Building an Ethical Culture
Focusing employee attention on a company’s mission promotes workplace values.
Ethical scandals in business are often attributed to “bad apples” in a company, but a Texas McCombs marketing professor thinks they may be a result of a company-wide approach to ethics.
To help companies promote an ethical culture, Assistant Professor Amit Kumar suggests that businesses organize themselves to encourage ethical behavior.
Kumar says people want to be good and act morally — and it actually makes them happier. Everyone has a conscience and shared values, he says. “We can build off of that shared set of values not just by reiterating the fact that those values exist,” Kumar says, “but by actually structuring an environment in such a way that makes people more likely to do the right thing.”
Kumar and his fellow researcher, the University of Chicago’s Nicholas Epley, reviewed the wider body of research on the topic to formulate their own conclusions. The resulting article, “How to Design an Ethical Organization,” was published in the May-June issue of the Harvard Business Review. According to Kumar and Epley, there are several ways a company can work to change its workplace to encourage people to be more ethical.
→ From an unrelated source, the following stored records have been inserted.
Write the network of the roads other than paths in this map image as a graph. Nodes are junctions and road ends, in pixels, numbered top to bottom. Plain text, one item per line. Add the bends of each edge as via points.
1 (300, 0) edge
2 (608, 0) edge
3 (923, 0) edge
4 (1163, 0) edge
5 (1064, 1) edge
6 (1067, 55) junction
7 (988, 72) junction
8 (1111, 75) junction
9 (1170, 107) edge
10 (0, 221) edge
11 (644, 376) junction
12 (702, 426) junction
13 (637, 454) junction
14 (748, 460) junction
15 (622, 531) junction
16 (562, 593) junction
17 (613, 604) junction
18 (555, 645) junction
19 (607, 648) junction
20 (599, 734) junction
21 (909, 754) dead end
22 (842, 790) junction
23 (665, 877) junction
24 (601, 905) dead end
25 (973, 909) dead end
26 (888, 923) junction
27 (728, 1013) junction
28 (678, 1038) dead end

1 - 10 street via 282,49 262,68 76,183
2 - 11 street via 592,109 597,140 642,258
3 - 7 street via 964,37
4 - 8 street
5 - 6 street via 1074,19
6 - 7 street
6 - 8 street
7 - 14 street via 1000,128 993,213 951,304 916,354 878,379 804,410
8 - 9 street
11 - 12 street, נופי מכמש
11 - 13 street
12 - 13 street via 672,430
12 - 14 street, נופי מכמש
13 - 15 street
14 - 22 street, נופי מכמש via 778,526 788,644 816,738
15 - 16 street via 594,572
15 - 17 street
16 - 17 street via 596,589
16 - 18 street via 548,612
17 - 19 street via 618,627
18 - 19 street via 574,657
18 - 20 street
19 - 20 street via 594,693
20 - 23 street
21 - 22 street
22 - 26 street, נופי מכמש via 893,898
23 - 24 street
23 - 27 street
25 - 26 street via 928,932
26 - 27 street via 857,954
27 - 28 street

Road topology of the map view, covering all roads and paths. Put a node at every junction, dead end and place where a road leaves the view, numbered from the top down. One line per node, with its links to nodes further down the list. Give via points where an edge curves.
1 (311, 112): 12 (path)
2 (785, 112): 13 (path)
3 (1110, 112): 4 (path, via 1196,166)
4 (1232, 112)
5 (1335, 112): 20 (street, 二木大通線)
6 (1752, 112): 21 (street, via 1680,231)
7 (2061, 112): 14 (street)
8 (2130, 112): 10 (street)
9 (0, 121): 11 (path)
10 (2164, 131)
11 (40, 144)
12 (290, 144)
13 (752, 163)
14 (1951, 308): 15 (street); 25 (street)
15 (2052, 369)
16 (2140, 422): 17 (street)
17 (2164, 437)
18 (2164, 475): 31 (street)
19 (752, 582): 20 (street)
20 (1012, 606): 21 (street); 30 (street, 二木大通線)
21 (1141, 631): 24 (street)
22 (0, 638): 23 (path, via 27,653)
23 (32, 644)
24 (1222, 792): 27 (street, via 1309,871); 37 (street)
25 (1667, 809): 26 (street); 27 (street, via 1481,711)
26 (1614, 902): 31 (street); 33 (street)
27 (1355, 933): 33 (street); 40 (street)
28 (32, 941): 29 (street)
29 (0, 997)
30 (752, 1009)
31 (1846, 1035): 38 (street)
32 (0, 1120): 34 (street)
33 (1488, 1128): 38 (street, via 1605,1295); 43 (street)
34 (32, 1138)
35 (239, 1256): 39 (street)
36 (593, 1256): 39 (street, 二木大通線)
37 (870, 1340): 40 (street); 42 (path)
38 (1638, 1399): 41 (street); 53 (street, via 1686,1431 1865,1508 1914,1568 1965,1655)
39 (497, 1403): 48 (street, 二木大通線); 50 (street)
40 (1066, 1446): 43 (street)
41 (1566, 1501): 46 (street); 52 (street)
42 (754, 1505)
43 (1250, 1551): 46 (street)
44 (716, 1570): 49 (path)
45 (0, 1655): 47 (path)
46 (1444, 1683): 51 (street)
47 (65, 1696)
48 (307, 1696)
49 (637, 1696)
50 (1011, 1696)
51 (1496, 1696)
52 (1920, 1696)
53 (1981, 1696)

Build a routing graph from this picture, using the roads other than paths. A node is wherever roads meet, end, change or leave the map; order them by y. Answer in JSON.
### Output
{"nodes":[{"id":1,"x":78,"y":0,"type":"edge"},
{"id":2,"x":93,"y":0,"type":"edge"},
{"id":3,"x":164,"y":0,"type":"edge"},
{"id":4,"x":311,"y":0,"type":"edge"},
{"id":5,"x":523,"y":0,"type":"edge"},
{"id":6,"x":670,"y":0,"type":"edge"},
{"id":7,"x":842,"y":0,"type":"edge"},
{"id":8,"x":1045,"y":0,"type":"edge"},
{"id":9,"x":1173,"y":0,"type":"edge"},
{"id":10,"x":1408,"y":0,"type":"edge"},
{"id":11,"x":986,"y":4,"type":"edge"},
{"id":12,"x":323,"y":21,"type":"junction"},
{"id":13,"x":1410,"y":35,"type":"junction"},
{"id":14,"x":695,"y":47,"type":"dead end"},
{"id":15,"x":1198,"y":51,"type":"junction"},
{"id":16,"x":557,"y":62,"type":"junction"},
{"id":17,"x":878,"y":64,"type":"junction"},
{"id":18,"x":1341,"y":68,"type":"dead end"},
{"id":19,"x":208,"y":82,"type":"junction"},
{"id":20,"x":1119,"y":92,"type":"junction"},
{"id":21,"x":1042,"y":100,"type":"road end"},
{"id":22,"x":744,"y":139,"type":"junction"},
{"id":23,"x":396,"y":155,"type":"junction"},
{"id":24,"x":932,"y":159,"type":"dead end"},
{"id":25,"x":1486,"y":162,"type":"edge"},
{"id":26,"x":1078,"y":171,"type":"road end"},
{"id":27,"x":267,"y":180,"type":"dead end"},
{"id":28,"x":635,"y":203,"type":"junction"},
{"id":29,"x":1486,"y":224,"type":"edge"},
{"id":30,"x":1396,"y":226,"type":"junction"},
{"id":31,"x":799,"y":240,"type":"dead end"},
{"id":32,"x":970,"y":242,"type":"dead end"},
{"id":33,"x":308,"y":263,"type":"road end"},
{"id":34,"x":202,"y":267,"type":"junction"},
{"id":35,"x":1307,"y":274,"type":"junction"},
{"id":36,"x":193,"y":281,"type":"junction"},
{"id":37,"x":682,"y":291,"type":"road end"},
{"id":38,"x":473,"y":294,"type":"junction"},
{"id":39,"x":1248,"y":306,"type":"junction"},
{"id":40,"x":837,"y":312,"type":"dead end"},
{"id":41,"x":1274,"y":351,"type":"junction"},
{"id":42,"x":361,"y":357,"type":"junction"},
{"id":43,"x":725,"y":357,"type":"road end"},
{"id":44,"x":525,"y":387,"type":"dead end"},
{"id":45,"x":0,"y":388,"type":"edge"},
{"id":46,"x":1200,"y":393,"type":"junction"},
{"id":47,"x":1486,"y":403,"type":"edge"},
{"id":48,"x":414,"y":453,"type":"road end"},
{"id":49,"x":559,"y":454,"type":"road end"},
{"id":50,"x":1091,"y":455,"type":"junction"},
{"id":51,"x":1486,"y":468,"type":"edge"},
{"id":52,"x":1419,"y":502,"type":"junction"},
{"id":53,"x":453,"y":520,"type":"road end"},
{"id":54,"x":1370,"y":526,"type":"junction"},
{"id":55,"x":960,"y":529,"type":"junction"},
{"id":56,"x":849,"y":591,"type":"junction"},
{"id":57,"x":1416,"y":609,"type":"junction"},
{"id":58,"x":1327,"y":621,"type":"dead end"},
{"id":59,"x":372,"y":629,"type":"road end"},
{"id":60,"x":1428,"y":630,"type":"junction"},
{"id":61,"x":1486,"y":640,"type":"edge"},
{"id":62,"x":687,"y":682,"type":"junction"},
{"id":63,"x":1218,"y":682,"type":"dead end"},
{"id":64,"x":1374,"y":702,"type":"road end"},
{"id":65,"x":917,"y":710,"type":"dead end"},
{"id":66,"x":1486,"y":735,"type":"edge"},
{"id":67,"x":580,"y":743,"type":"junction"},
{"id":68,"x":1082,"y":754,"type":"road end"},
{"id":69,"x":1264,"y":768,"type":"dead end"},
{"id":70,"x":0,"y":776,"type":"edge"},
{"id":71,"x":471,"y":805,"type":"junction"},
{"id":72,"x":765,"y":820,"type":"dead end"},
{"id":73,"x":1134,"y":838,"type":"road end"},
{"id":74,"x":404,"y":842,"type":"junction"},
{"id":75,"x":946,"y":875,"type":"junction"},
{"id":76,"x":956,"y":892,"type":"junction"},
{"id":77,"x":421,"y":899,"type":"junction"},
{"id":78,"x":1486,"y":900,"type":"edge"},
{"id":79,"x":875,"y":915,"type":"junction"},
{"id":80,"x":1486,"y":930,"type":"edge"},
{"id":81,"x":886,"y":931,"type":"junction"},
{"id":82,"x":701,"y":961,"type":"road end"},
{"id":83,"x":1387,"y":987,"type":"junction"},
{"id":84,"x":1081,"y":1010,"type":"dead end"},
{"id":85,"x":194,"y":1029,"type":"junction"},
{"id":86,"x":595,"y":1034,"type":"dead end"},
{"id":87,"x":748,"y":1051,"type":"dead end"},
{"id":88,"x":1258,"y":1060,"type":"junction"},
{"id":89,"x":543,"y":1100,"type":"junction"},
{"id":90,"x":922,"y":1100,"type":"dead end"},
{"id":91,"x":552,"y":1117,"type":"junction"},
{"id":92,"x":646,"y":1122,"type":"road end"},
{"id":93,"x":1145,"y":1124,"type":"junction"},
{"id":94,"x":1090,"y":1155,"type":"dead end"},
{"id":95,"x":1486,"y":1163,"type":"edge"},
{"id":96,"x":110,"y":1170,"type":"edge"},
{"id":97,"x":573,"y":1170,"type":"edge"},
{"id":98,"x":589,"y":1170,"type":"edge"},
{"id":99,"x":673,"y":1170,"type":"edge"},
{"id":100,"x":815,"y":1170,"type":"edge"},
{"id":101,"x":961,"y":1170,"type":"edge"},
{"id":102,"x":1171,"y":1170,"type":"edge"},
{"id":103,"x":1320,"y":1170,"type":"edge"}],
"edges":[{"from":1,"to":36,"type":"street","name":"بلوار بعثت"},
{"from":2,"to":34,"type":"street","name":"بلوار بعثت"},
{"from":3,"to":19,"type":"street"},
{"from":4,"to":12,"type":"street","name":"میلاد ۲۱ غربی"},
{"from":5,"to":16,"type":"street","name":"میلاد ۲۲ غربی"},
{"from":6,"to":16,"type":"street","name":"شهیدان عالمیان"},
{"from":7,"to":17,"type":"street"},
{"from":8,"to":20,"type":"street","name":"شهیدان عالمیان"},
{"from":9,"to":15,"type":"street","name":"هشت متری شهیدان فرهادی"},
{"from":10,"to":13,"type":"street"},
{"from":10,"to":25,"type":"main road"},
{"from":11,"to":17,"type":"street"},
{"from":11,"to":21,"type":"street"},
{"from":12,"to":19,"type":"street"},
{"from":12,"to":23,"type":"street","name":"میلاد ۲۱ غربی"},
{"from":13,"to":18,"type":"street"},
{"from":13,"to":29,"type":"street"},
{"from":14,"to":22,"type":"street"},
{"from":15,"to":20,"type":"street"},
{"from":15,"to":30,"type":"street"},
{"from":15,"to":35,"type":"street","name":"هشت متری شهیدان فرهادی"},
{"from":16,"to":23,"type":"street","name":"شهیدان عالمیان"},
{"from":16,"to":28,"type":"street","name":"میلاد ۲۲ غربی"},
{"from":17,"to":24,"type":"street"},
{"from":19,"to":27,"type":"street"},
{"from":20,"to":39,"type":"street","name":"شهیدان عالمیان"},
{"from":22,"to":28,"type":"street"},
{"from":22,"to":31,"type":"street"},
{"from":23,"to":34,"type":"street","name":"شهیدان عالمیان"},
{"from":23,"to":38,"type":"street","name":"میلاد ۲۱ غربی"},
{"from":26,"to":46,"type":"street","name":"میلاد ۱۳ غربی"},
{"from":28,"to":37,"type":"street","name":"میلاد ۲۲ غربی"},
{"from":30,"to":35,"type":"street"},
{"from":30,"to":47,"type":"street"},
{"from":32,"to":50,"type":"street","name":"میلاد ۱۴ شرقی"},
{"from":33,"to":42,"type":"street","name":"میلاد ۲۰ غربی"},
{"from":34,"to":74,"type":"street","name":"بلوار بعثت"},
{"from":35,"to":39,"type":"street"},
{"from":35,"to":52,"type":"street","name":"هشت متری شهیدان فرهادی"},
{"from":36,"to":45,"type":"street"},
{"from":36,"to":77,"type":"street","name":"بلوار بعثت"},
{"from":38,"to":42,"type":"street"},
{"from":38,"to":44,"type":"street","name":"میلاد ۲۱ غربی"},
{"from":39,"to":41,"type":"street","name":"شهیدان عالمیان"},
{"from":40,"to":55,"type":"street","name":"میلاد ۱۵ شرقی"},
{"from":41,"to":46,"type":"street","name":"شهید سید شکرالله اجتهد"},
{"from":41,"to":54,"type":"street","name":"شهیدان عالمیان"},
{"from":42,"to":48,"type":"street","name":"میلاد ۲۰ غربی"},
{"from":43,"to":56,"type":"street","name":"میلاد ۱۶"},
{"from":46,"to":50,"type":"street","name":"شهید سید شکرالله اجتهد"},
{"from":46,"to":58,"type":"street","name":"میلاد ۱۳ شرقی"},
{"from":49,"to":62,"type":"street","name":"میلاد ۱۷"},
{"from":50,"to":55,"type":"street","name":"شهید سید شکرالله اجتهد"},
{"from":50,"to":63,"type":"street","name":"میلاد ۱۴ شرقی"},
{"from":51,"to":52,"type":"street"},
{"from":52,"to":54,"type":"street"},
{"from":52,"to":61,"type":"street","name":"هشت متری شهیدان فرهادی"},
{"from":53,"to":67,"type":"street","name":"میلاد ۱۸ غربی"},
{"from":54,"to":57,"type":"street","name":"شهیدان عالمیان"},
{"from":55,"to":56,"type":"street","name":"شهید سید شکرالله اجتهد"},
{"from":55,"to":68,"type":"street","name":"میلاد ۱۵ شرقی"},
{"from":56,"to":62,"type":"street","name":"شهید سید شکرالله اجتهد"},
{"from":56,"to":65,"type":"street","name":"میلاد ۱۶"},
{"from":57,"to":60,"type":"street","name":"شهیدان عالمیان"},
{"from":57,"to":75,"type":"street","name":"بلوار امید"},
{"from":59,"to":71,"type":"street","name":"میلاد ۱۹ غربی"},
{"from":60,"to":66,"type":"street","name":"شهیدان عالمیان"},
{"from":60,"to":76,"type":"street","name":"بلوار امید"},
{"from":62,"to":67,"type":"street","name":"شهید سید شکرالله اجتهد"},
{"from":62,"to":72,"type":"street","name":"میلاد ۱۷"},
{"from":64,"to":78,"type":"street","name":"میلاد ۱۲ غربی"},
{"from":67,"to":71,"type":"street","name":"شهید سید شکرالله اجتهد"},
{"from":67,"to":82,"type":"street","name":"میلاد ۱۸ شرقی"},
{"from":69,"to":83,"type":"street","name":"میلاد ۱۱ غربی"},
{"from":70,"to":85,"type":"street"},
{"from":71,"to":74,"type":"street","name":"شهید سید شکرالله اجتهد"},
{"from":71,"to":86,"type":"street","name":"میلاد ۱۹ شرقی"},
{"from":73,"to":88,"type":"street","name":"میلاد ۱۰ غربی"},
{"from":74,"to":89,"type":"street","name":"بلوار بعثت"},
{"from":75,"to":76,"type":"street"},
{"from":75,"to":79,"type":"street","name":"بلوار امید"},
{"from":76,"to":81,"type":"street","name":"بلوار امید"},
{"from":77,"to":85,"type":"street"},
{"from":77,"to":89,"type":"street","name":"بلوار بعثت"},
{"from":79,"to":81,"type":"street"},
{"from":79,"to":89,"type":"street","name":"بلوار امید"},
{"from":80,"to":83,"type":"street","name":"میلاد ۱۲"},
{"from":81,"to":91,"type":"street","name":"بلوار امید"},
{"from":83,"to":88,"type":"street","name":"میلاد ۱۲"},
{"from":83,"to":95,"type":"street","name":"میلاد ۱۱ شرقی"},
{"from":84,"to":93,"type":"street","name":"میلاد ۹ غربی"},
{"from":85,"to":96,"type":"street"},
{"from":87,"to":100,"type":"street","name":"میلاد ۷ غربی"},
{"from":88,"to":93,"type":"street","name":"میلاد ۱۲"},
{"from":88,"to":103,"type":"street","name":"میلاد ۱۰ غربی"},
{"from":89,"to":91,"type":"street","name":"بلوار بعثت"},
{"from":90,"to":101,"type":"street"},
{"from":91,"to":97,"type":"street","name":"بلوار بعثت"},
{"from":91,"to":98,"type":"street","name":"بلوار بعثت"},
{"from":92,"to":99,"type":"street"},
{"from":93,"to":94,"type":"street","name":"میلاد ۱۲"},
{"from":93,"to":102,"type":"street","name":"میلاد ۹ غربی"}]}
Streamline your mission statement
In many organizations, if you asked any employee what the company’s mission is, they may not be able to tell you. Kumar says this is a problem: A company’s mission statement isn’t effective if people don’t actually know what it is.
“A mission statement should be ‘sticky,’” Kumar says. “It should be simple, it should be short, it should be actionable. It should be emotionally resonant, which means you should make people feel something rather than just think something.”
Mission statements are too often long, drawn out, and aren’t unique. Both Tyco and Enron, companies that underwent severe ethical crises, had long mission statements that were almost identical and both too vague to “stick,” Kumar says.
Short, clear mission statements help employees see how their actions can further that mission. It’s not enough to just write a good statement, though — it also has to be implemented.
Remind people of their purpose
Encouraging ethical behavior would be easier if companies could influence how their employees were thinking while doing their work. This might seem impossible, but it can sometimes be as simple as reminding them of their purpose, Kumar says.
“The human mind is pretty complicated,” Kumar says. “We have multiple goals in life. We have lots of things that we could be thinking about. Things within our environment tend to determine what it is we’re thinking about at any given moment.”
For example, Kumar says, if a company were to post its stock price throughout the office, it might suggest to employees that money is the company’s most important goal and cause them to act accordingly.
Offering employees ethical reminders can have a different effect, such as requiring them to fill out ethics checklists as they do their job.
“If you get people to do an ethics checklist beforehand, it gets some thinking about something that they might not have been thinking about beforehand.” — Amit Kumar
Filling out an ethics checklist before starting a task can make employees more conscious of possible pitfalls. “It might get them thinking a little less about return and a little bit more about risk, for example, which is also important in making these decisions,” Kumar says.
Use incentives — but not the ones you think
Incentives don’t always have to be financial. Kumar says prosocial incentives, or those geared toward the betterment of others instead of yourself, can sometimes have more of an impact.
“It turns out that incentives that are actually more about the other people that you’re impacting can have a bigger benefit.” — Amit Kumar
For example, Kumar cites another researcher’s study in which hospital employees were shown two different signs: one warning them that not washing their hands could get patients sick, and one warning them that not washing their hands could get themselves sick. The sign promoting patient welfare over the employees’ own was more effective and led to more doctors washing their hands.
This signals that people are just as inclined, if not more, to act on incentives that promote the welfare of the community, Kumar says.
Look at the ‘tone in the middle’
Many people prioritize the “tone at the top,” or the actions of a company’s executives. But most employees do not often interact with their CEO or upper-level managers, Kumar says. They do, however, interact with the colleagues on their level.
Kumar says if an employee’s colleagues are acting unethical, they are more likely to think acting unethically is okay.
“These cultural norms can be incredibly important,” Kumar says.
Companies can shape this “tone in the middle” by enforcing their mission statement around the workplace and using subtle reminders, such as asking questions during the hiring process that align around core values and implementing ethical factors in employee evaluations.
It pays to be ethical, too, Kumar says. He cites pharmaceutical company Merck & Co. as an example.
A few decades ago, Merck was posed with a quandary: invest in an unprofitable treatment for river blindness, a truly debilitating disease and risk losing money, or instead focus only on short-term profit maximization. In the end, Merck chose to follow its mission statement, which was oriented toward saving lives and serving others. That decision not only boosted the company’s reputation, but it also led one of its employees to discover the cure for river blindness and subsequently win the Nobel Prize in 2015.
Kumar says ethical issues are often systemic — they’re reflective of a greater problem within that company, and changing the environment that employees work in may be able to prevent some of these issues from happening.
“Think about the barriers that exist and remove those barriers by making it easier for people to engage in the actions that you want them to engage in,” Kumar says.